What you will do: When you transcribe the entries, reproduce every character and exclude the images.
━━━ Data
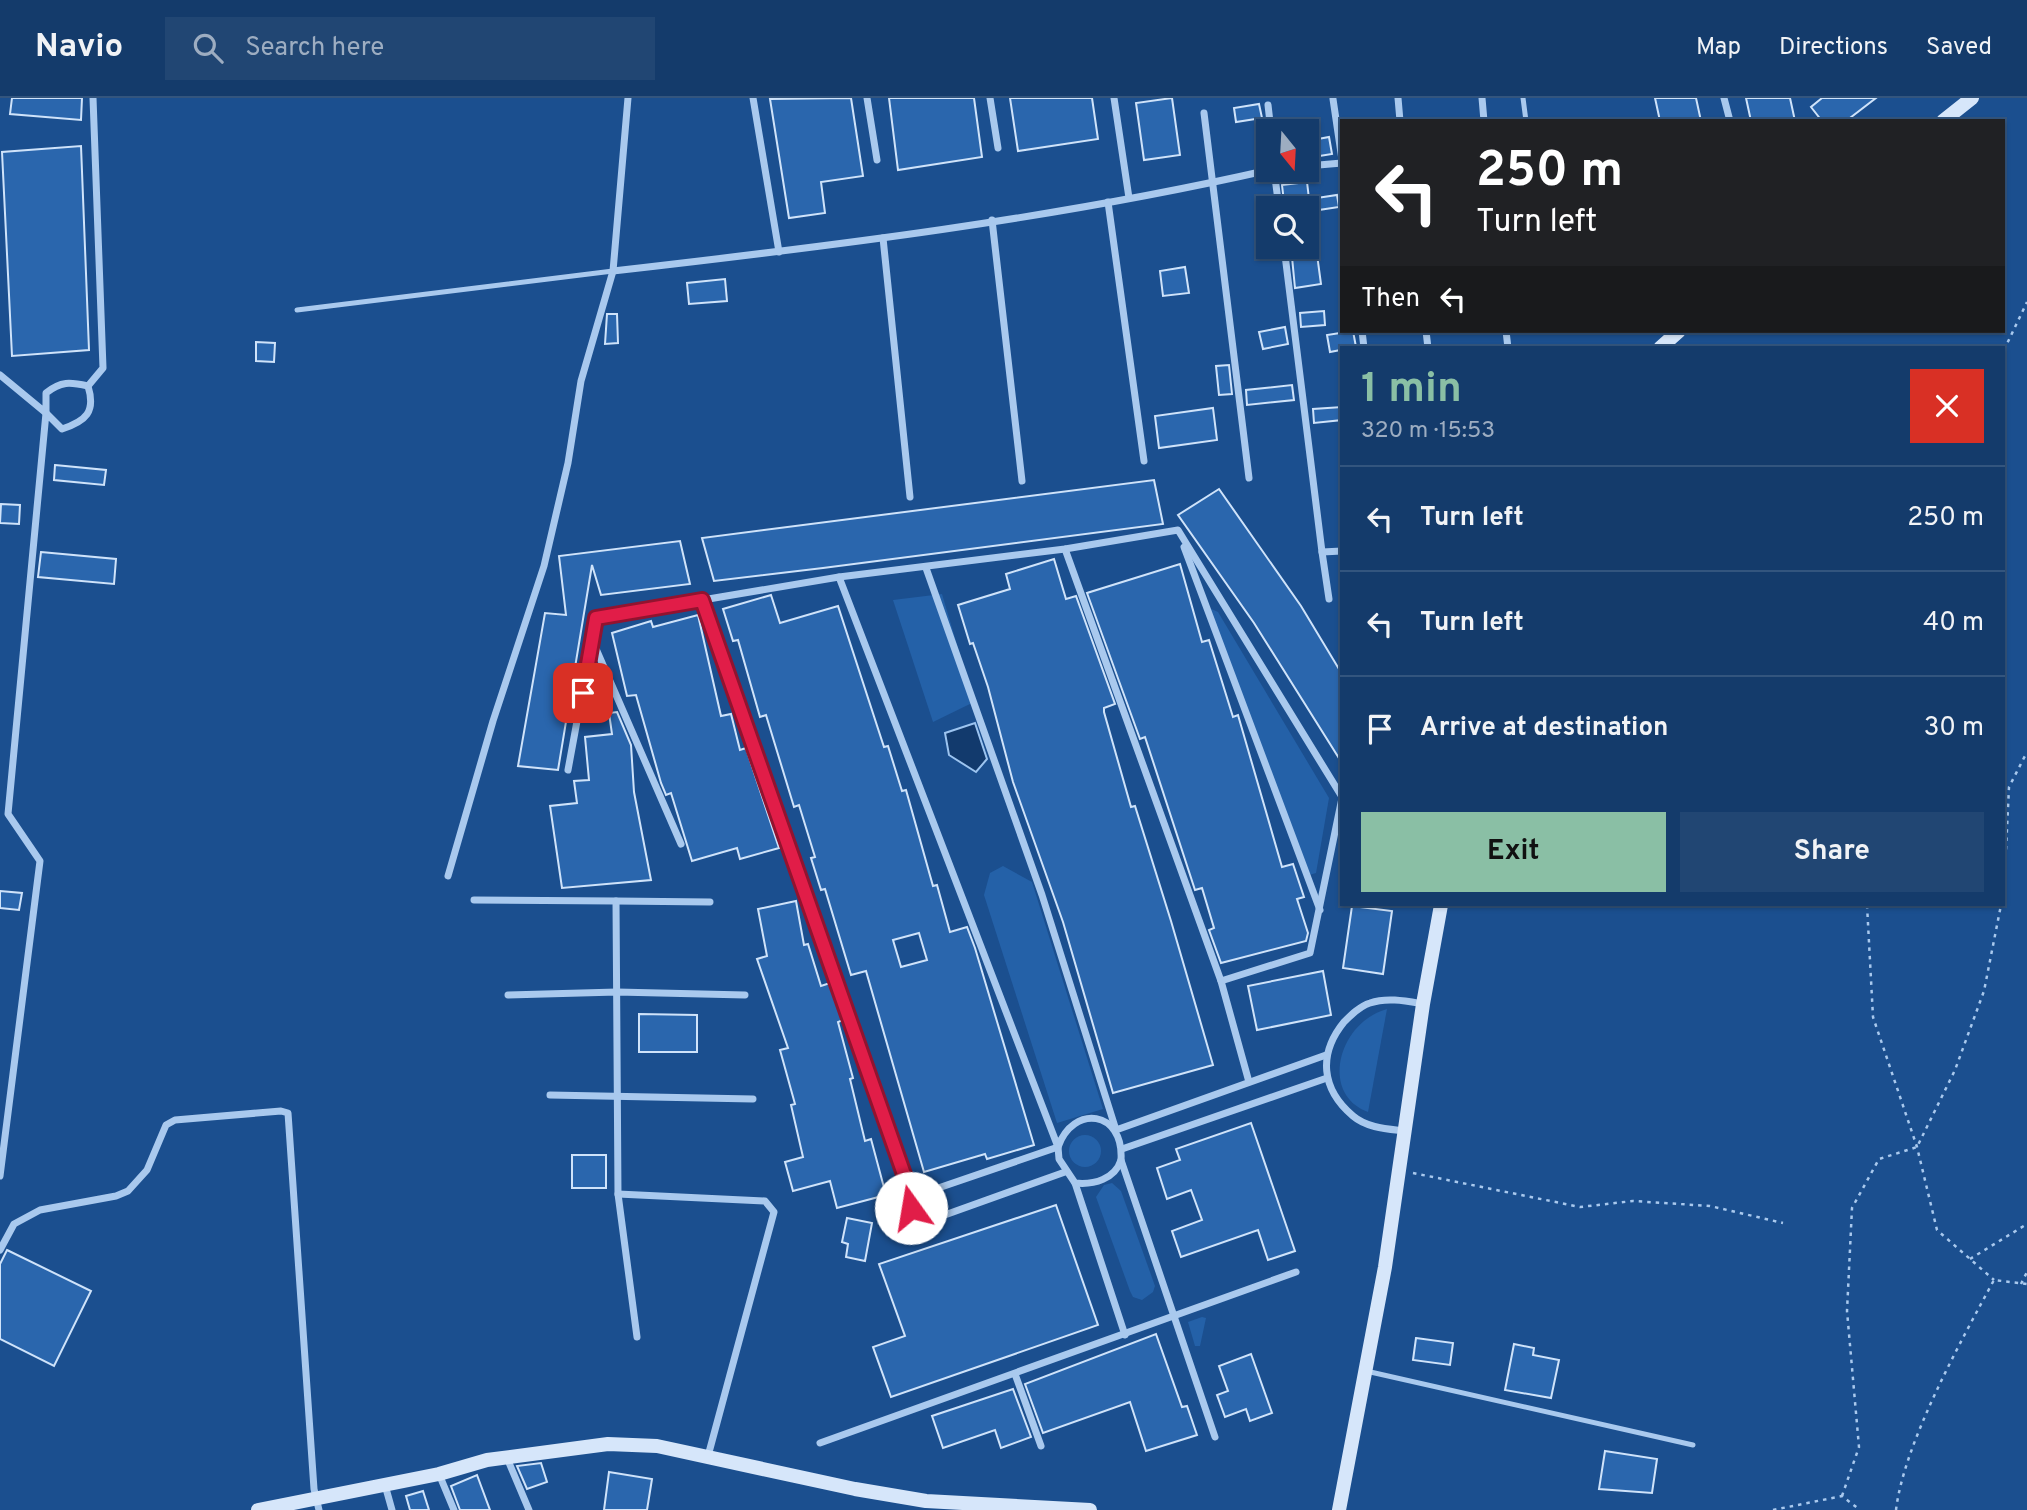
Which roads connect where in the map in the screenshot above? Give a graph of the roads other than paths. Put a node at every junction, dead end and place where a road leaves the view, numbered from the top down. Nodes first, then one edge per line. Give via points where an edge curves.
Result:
1 (93, 98) edge
2 (628, 98) edge
3 (753, 98) edge
4 (867, 98) edge
5 (990, 98) edge
6 (1114, 98) edge
7 (1398, 98) edge
8 (1482, 98) edge
9 (1523, 98) edge
10 (1724, 98) edge
11 (1972, 98) edge
12 (1334, 99) edge
13 (1268, 105) dead end
14 (1204, 113) dead end
15 (1269, 119) edge
16 (1400, 119) edge
17 (1484, 119) edge
18 (1525, 119) edge
19 (1729, 119) edge
20 (1946, 119) edge
21 (1340, 146) edge
22 (998, 148) dead end
23 (877, 160) dead end
24 (1340, 161) edge
25 (1320, 164) edge
26 (1256, 173) edge
27 (1214, 182) junction
28 (1129, 198) junction
29 (1108, 202) junction
30 (992, 220) junction
31 (883, 238) junction
32 (779, 252) junction
33 (1285, 259) edge
34 (613, 271) junction
35 (297, 310) dead end
36 (1677, 333) edge
37 (1662, 346) edge
38 (0, 375) edge
39 (88, 386) junction
40 (46, 413) junction
41 (1144, 461) dead end
42 (1249, 478) dead end
43 (1022, 481) dead end
44 (910, 497) dead end
45 (1178, 530) junction
46 (1065, 549) junction
47 (1340, 551) edge
48 (1322, 552) junction
49 (926, 568) junction
50 (839, 577) junction
51 (1329, 599) dead end
52 (702, 600) junction
53 (593, 642) junction
54 (568, 770) dead end
55 (1340, 795) edge
56 (1340, 808) edge
57 (8, 814) junction
58 (0, 819) edge
59 (681, 844) dead end
60 (448, 876) dead end
61 (474, 900) dead end
62 (616, 901) junction
63 (710, 902) dead end
64 (1441, 906) edge
65 (1320, 911) junction
66 (1221, 981) junction
67 (617, 992) junction
68 (508, 995) dead end
69 (745, 995) dead end
70 (1423, 1004) junction
71 (1326, 1055) junction
72 (1327, 1078) junction
73 (1249, 1082) junction
74 (550, 1095) dead end
75 (618, 1096) junction
76 (753, 1099) dead end
77 (1116, 1130) junction
78 (1405, 1131) junction
79 (1058, 1147) junction
80 (1122, 1149) junction
81 (1121, 1160) junction
82 (1065, 1172) junction
83 (0, 1176) edge
84 (1075, 1184) junction
85 (618, 1194) junction
86 (912, 1197) junction
87 (0, 1250) edge
88 (1296, 1272) dead end
89 (1175, 1317) junction
90 (1125, 1335) junction
91 (637, 1337) dead end
92 (1366, 1371) junction
93 (1015, 1374) junction
94 (1214, 1437) dead end
95 (820, 1443) dead end
96 (1693, 1444) dead end
97 (1041, 1446) dead end
98 (708, 1456) junction
99 (507, 1457) junction
100 (439, 1474) junction
101 (385, 1484) junction
102 (317, 1504) edge
103 (258, 1510) edge
104 (392, 1510) edge
105 (454, 1510) edge
106 (529, 1510) edge
107 (1090, 1510) edge
108 (1339, 1510) edge

1 - 39 street via 103,368
2 - 34 street
3 - 32 street
4 - 23 street
5 - 22 street
6 - 28 street
7 - 16 street
8 - 17 street
9 - 18 lane
10 - 19 street
11 - 20 street
12 - 21 street
13 - 15 street
14 - 27 street
24 - 25 street
26 - 27 street
27 - 28 street
27 - 42 street
28 - 29 street
29 - 30 street
29 - 41 street
30 - 31 street
30 - 43 street
31 - 32 street
31 - 44 street
32 - 34 street
33 - 48 street
34 - 35 lane
34 - 60 street via 581,382 544,566
36 - 37 street
38 - 40 street
39 - 40 street via 57,384 46,393
39 - 40 street via 90,413 79,423 62,429
40 - 57 street
45 - 46 street
45 - 55 street
45 - 65 street
46 - 49 street
46 - 66 street
47 - 48 street
48 - 51 street
49 - 50 street
49 - 77 street via 1042,895
50 - 52 street
50 - 79 street
52 - 53 street via 596,618
52 - 86 street
53 - 54 street
53 - 59 street
56 - 65 street
57 - 58 street
57 - 83 street via 40,861
61 - 62 street
62 - 63 street
62 - 67 street
64 - 70 street
65 - 66 street via 1310,953
66 - 73 street
67 - 68 street
67 - 69 street
67 - 75 street
70 - 71 street via 1387,999 1368,1003 1336,1033
70 - 78 street
71 - 72 street
71 - 73 street
72 - 78 street via 1355,1118 1374,1127
72 - 80 street
73 - 77 street
74 - 75 street
75 - 76 street
75 - 85 street
77 - 79 street via 1109,1122 1088,1119 1069,1129
77 - 80 street
78 - 92 street
79 - 82 street
79 - 86 street
80 - 81 street
81 - 84 street via 1111,1176
81 - 89 street
82 - 84 street
82 - 86 street via 928,1221 911,1208
84 - 90 street
85 - 91 street
85 - 98 street via 765,1201 772,1206
87 - 102 street via 14,1224 40,1210 128,1191 147,1170 166,1125 176,1120 288,1113
88 - 89 street
89 - 90 street
89 - 94 street
90 - 93 street
92 - 96 lane
92 - 108 street
93 - 95 street
93 - 97 street
98 - 99 street via 656,1446 608,1444
98 - 107 street via 926,1501
99 - 100 street
99 - 106 street
100 - 101 street
100 - 105 street
101 - 102 street
101 - 104 street
102 - 103 street

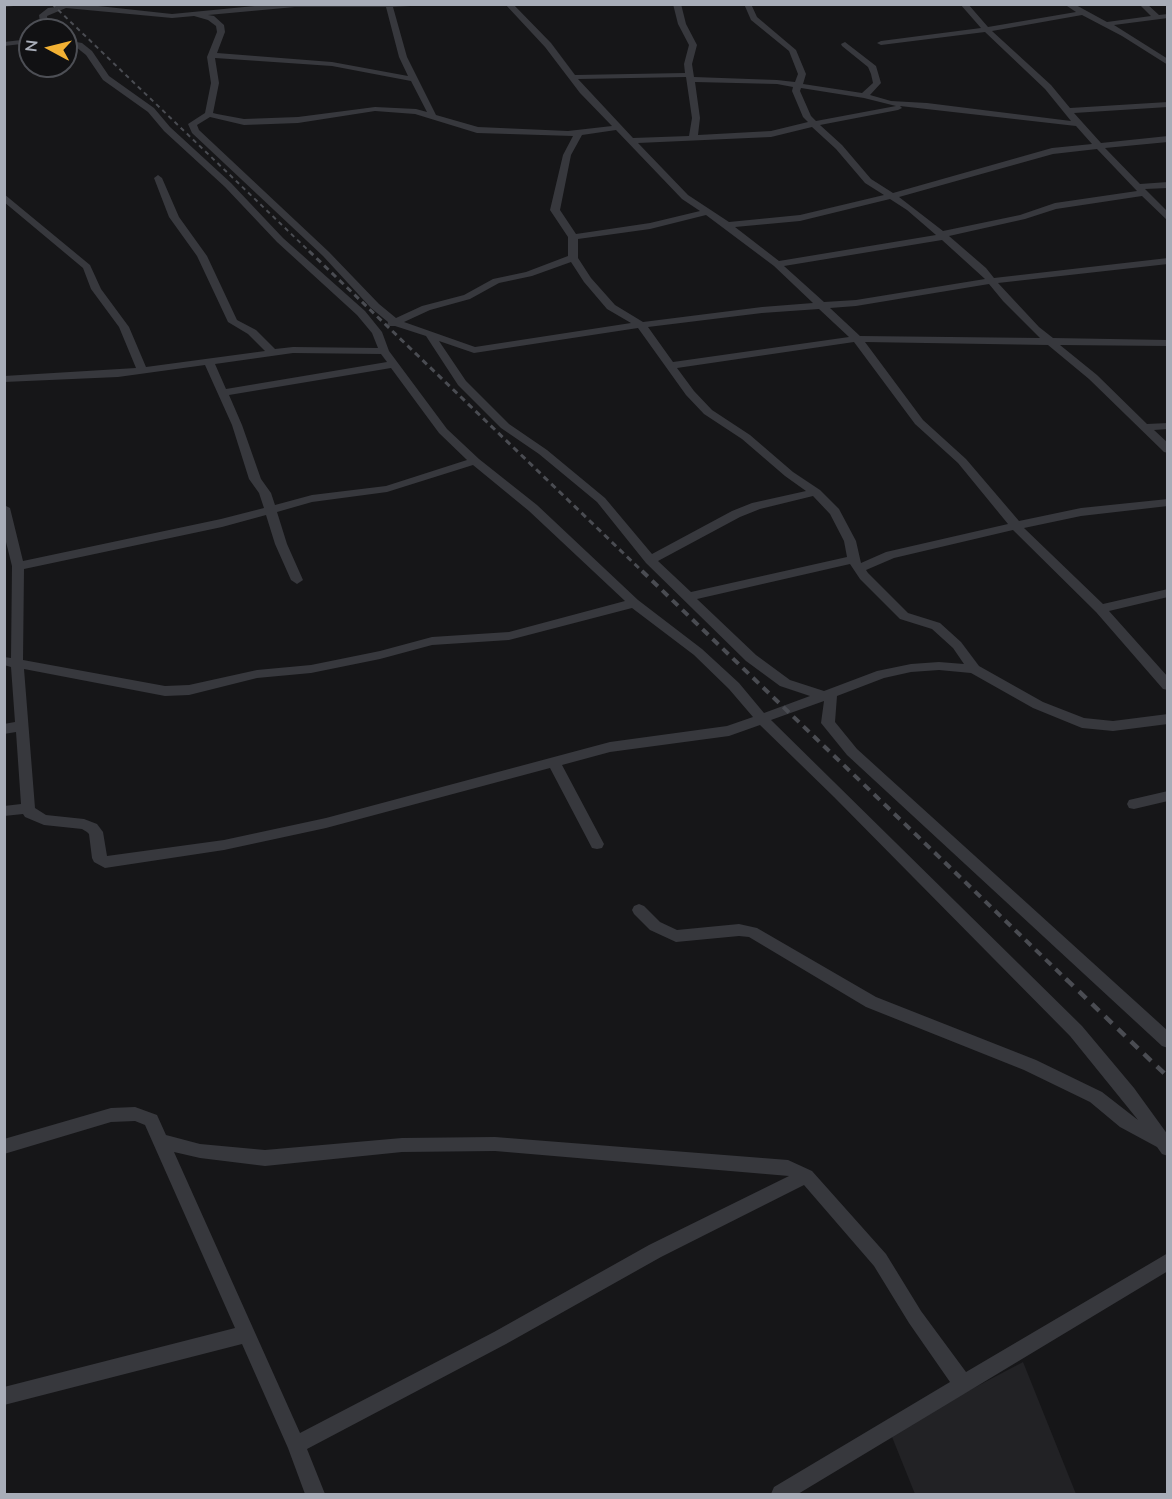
━━━━━━
Exercise solution:
Which roads connect where in the map in the screenshot above? Give a graph of the roads other than paths. Put a node at every junction, dead end and place where a road leaves the view, numbered from the top down. Nodes first, then one edge per line. Give via points where an edge curves.
Result:
1 (93, 98) edge
2 (628, 98) edge
3 (753, 98) edge
4 (867, 98) edge
5 (990, 98) edge
6 (1114, 98) edge
7 (1398, 98) edge
8 (1482, 98) edge
9 (1523, 98) edge
10 (1724, 98) edge
11 (1972, 98) edge
12 (1334, 99) edge
13 (1268, 105) dead end
14 (1204, 113) dead end
15 (1269, 119) edge
16 (1400, 119) edge
17 (1484, 119) edge
18 (1525, 119) edge
19 (1729, 119) edge
20 (1946, 119) edge
21 (1340, 146) edge
22 (998, 148) dead end
23 (877, 160) dead end
24 (1340, 161) edge
25 (1320, 164) edge
26 (1256, 173) edge
27 (1214, 182) junction
28 (1129, 198) junction
29 (1108, 202) junction
30 (992, 220) junction
31 (883, 238) junction
32 (779, 252) junction
33 (1285, 259) edge
34 (613, 271) junction
35 (297, 310) dead end
36 (1677, 333) edge
37 (1662, 346) edge
38 (0, 375) edge
39 (88, 386) junction
40 (46, 413) junction
41 (1144, 461) dead end
42 (1249, 478) dead end
43 (1022, 481) dead end
44 (910, 497) dead end
45 (1178, 530) junction
46 (1065, 549) junction
47 (1340, 551) edge
48 (1322, 552) junction
49 (926, 568) junction
50 (839, 577) junction
51 (1329, 599) dead end
52 (702, 600) junction
53 (593, 642) junction
54 (568, 770) dead end
55 (1340, 795) edge
56 (1340, 808) edge
57 (8, 814) junction
58 (0, 819) edge
59 (681, 844) dead end
60 (448, 876) dead end
61 (474, 900) dead end
62 (616, 901) junction
63 (710, 902) dead end
64 (1441, 906) edge
65 (1320, 911) junction
66 (1221, 981) junction
67 (617, 992) junction
68 (508, 995) dead end
69 (745, 995) dead end
70 (1423, 1004) junction
71 (1326, 1055) junction
72 (1327, 1078) junction
73 (1249, 1082) junction
74 (550, 1095) dead end
75 (618, 1096) junction
76 (753, 1099) dead end
77 (1116, 1130) junction
78 (1405, 1131) junction
79 (1058, 1147) junction
80 (1122, 1149) junction
81 (1121, 1160) junction
82 (1065, 1172) junction
83 (0, 1176) edge
84 (1075, 1184) junction
85 (618, 1194) junction
86 (912, 1197) junction
87 (0, 1250) edge
88 (1296, 1272) dead end
89 (1175, 1317) junction
90 (1125, 1335) junction
91 (637, 1337) dead end
92 (1366, 1371) junction
93 (1015, 1374) junction
94 (1214, 1437) dead end
95 (820, 1443) dead end
96 (1693, 1444) dead end
97 (1041, 1446) dead end
98 (708, 1456) junction
99 (507, 1457) junction
100 (439, 1474) junction
101 (385, 1484) junction
102 (317, 1504) edge
103 (258, 1510) edge
104 (392, 1510) edge
105 (454, 1510) edge
106 (529, 1510) edge
107 (1090, 1510) edge
108 (1339, 1510) edge

1 - 39 street via 103,368
2 - 34 street
3 - 32 street
4 - 23 street
5 - 22 street
6 - 28 street
7 - 16 street
8 - 17 street
9 - 18 lane
10 - 19 street
11 - 20 street
12 - 21 street
13 - 15 street
14 - 27 street
24 - 25 street
26 - 27 street
27 - 28 street
27 - 42 street
28 - 29 street
29 - 30 street
29 - 41 street
30 - 31 street
30 - 43 street
31 - 32 street
31 - 44 street
32 - 34 street
33 - 48 street
34 - 35 lane
34 - 60 street via 581,382 544,566
36 - 37 street
38 - 40 street
39 - 40 street via 57,384 46,393
39 - 40 street via 90,413 79,423 62,429
40 - 57 street
45 - 46 street
45 - 55 street
45 - 65 street
46 - 49 street
46 - 66 street
47 - 48 street
48 - 51 street
49 - 50 street
49 - 77 street via 1042,895
50 - 52 street
50 - 79 street
52 - 53 street via 596,618
52 - 86 street
53 - 54 street
53 - 59 street
56 - 65 street
57 - 58 street
57 - 83 street via 40,861
61 - 62 street
62 - 63 street
62 - 67 street
64 - 70 street
65 - 66 street via 1310,953
66 - 73 street
67 - 68 street
67 - 69 street
67 - 75 street
70 - 71 street via 1387,999 1368,1003 1336,1033
70 - 78 street
71 - 72 street
71 - 73 street
72 - 78 street via 1355,1118 1374,1127
72 - 80 street
73 - 77 street
74 - 75 street
75 - 76 street
75 - 85 street
77 - 79 street via 1109,1122 1088,1119 1069,1129
77 - 80 street
78 - 92 street
79 - 82 street
79 - 86 street
80 - 81 street
81 - 84 street via 1111,1176
81 - 89 street
82 - 84 street
82 - 86 street via 928,1221 911,1208
84 - 90 street
85 - 91 street
85 - 98 street via 765,1201 772,1206
87 - 102 street via 14,1224 40,1210 128,1191 147,1170 166,1125 176,1120 288,1113
88 - 89 street
89 - 90 street
89 - 94 street
90 - 93 street
92 - 96 lane
92 - 108 street
93 - 95 street
93 - 97 street
98 - 99 street via 656,1446 608,1444
98 - 107 street via 926,1501
99 - 100 street
99 - 106 street
100 - 101 street
100 - 105 street
101 - 102 street
101 - 104 street
102 - 103 street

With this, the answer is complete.